Cloud security company Zscaler has today announced Cloud Protection, its new solution which automates protection for workloads on and between cloud platforms.

The solution, which implements a zero trust approach to cloud workloads, aims to minimise attack surfaces and enforces security across multi-cloud footprints.

In the announcement, Zscaler singled out four specific components of the solution that users can leverage:

  • Continuously ensure secure configuration and compliance of cloud platforms
  • Eliminate lateral threat movement with identity-based micro-segmentation
  • Simplify and secure app-to-app connectivity within and across clouds
  • Secure access to cloud applications without exposing them to the internet.

“The cloud continues to accelerate digital transformation in every industry, but legacy security paired with cloud speed and agility have dramatically increased risk resulting in far too many security exposures,” says Zscaler senior vice president for cloud protection Rich Campagna.

“The same zero trust principles that allowed Zscaler to revolutionise secure access for users with our platform will transform protection for cloud workloads, tightening security while reducing cost and complexity.

In large part due to the pandemic, cloud adoption is predicted to grow by over 65% in the next two years. This explosion of growth will come at the expense of adequate cloud security, Zscaler says, with priorities set on rapid digital transformation and cybersecurity an afterthought.

In fact, Zscaler's ThreatLabZ found the following issues with organisations' cloud security:

  • Fundamental platform security is lacking, with 63% not using multi-factor authentication, 78% not disabling public access of cloud storage, and 92% not logging events sufficiently for forensic investigation
  • Network security groups are too permissive, with 26%  publicly exposing management interfaces, and 5% of all workloads completely open to the internet
  • Open, flat networks unnecessarily expose organisations to lateral threat movement, with 87% of allowed network paths never used in large segments.

And, according to another Zscaler report published last month, 30% of SSL-based attacks were delivered through trusted cloud providers, with Microsoft being the most targeted brand for SSL-based phishing attacks.

Cyber-criminals continue to become more sophisticated in avoiding detection, the report says, taking advantage of the reputations of other trusted cloud providers such as Dropbox, Google, and Amazon to deliver malware over encrypted channels.
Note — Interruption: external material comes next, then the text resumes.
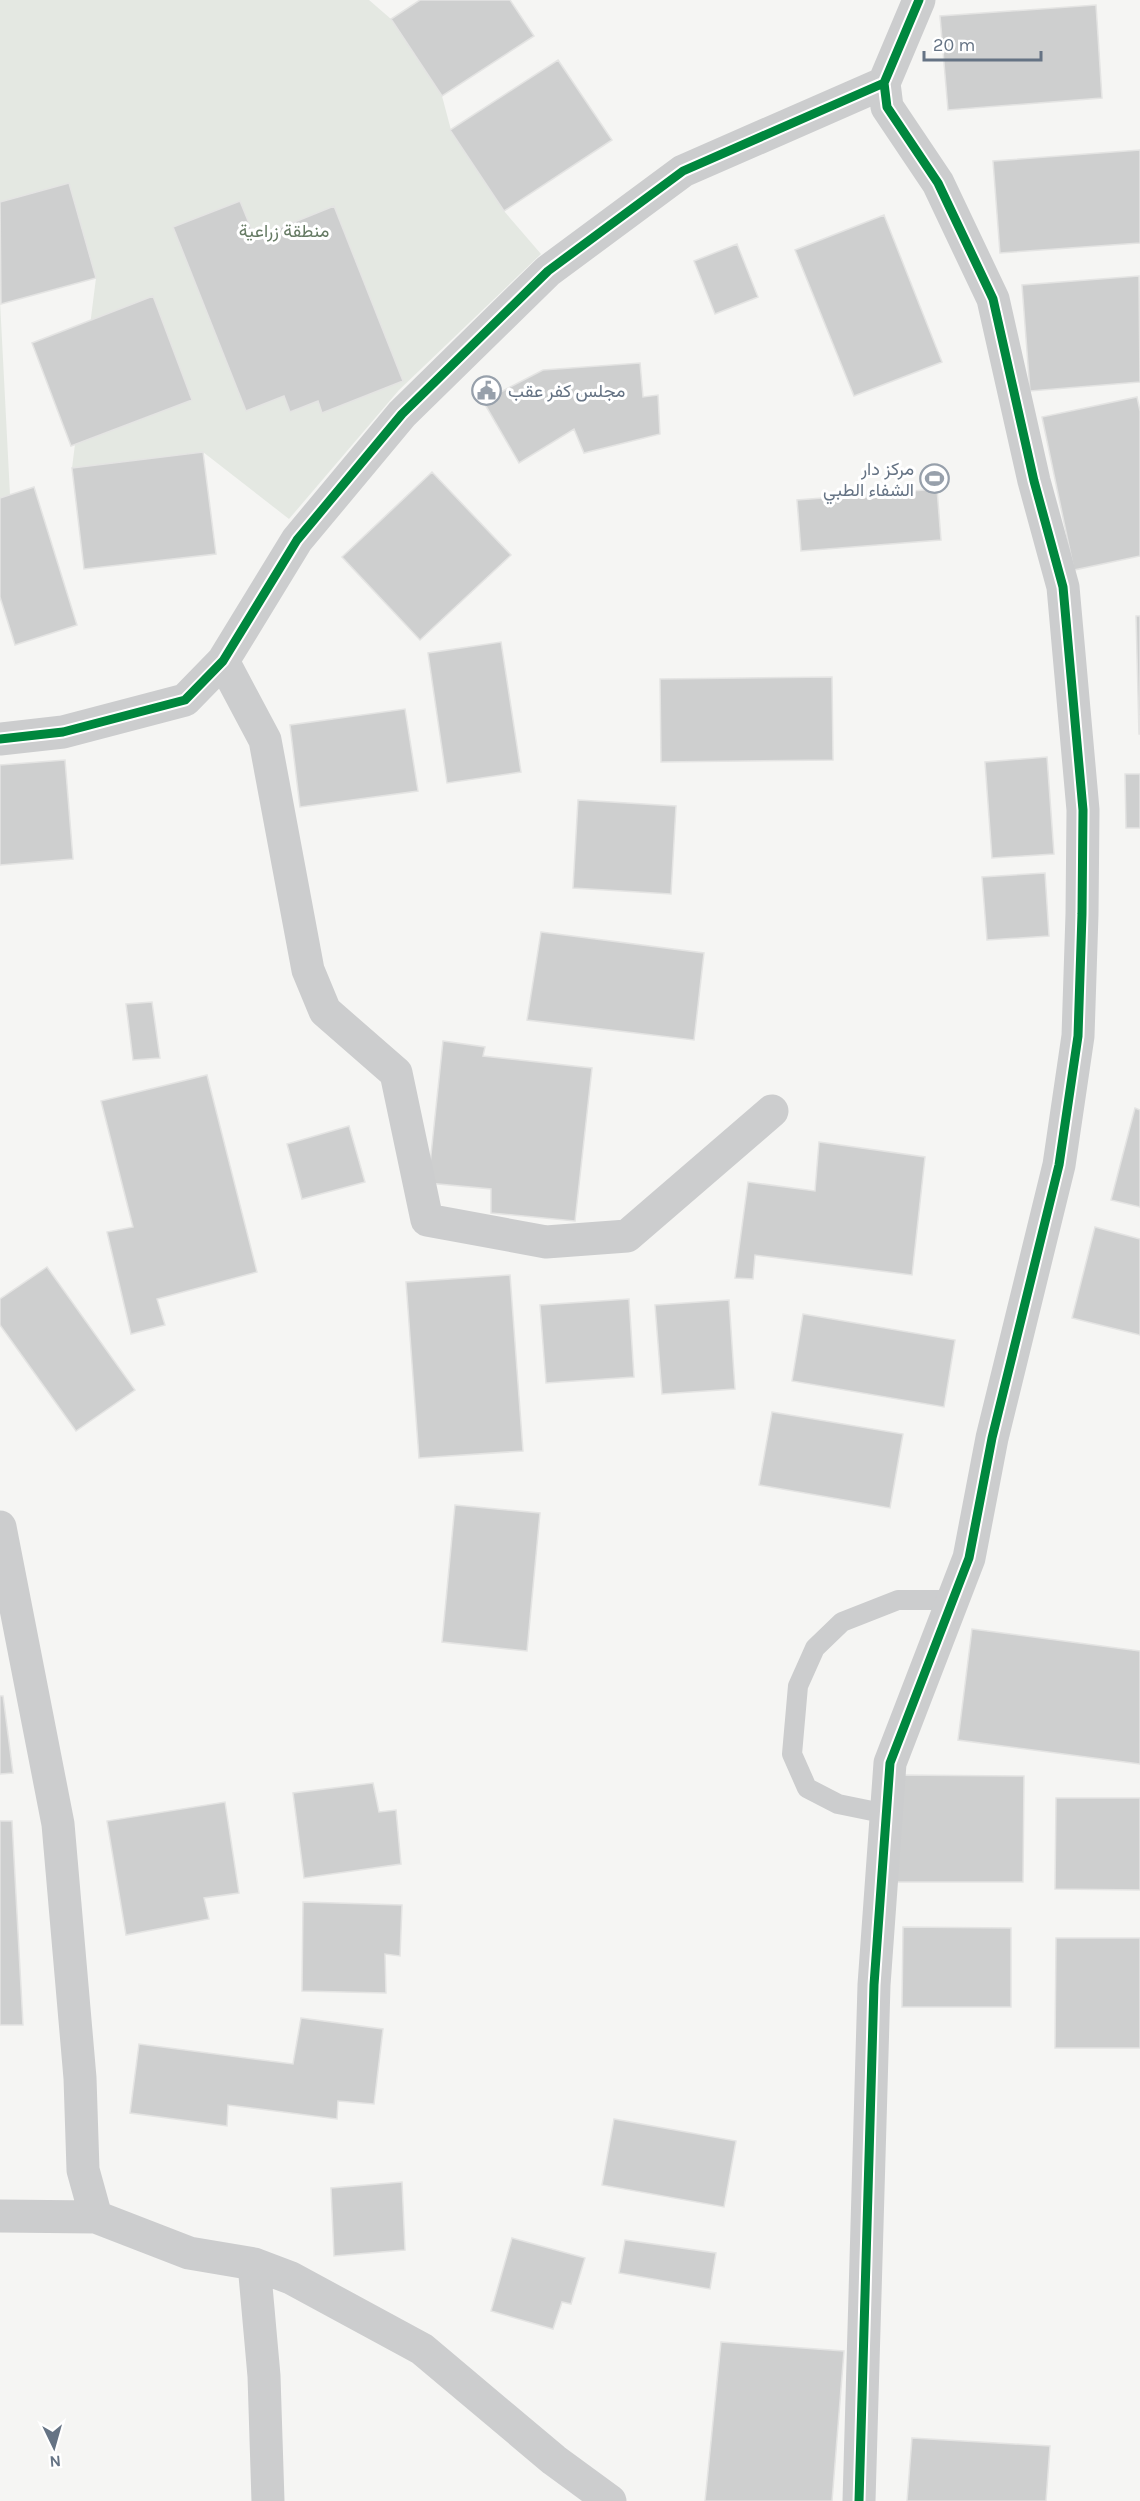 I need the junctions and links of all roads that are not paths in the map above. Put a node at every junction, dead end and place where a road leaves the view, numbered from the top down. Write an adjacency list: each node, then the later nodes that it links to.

“Cyber-criminals are shamelessly attacking critical industries like healthcare, government and finance during the pandemic, and this research shows how risky encrypted traffic can be if not inspected,” says Zscaler CISO and vice president of security research, Deepen Desai.

“Attackers have significantly advanced the methods they use to deliver ransomware, for example, inside of an organisation utilising encrypted traffic.

“The report shows a 500% increase in ransomware attacks over SSL, and this is just one example to why SSL inspection is so important to an organisation's defence.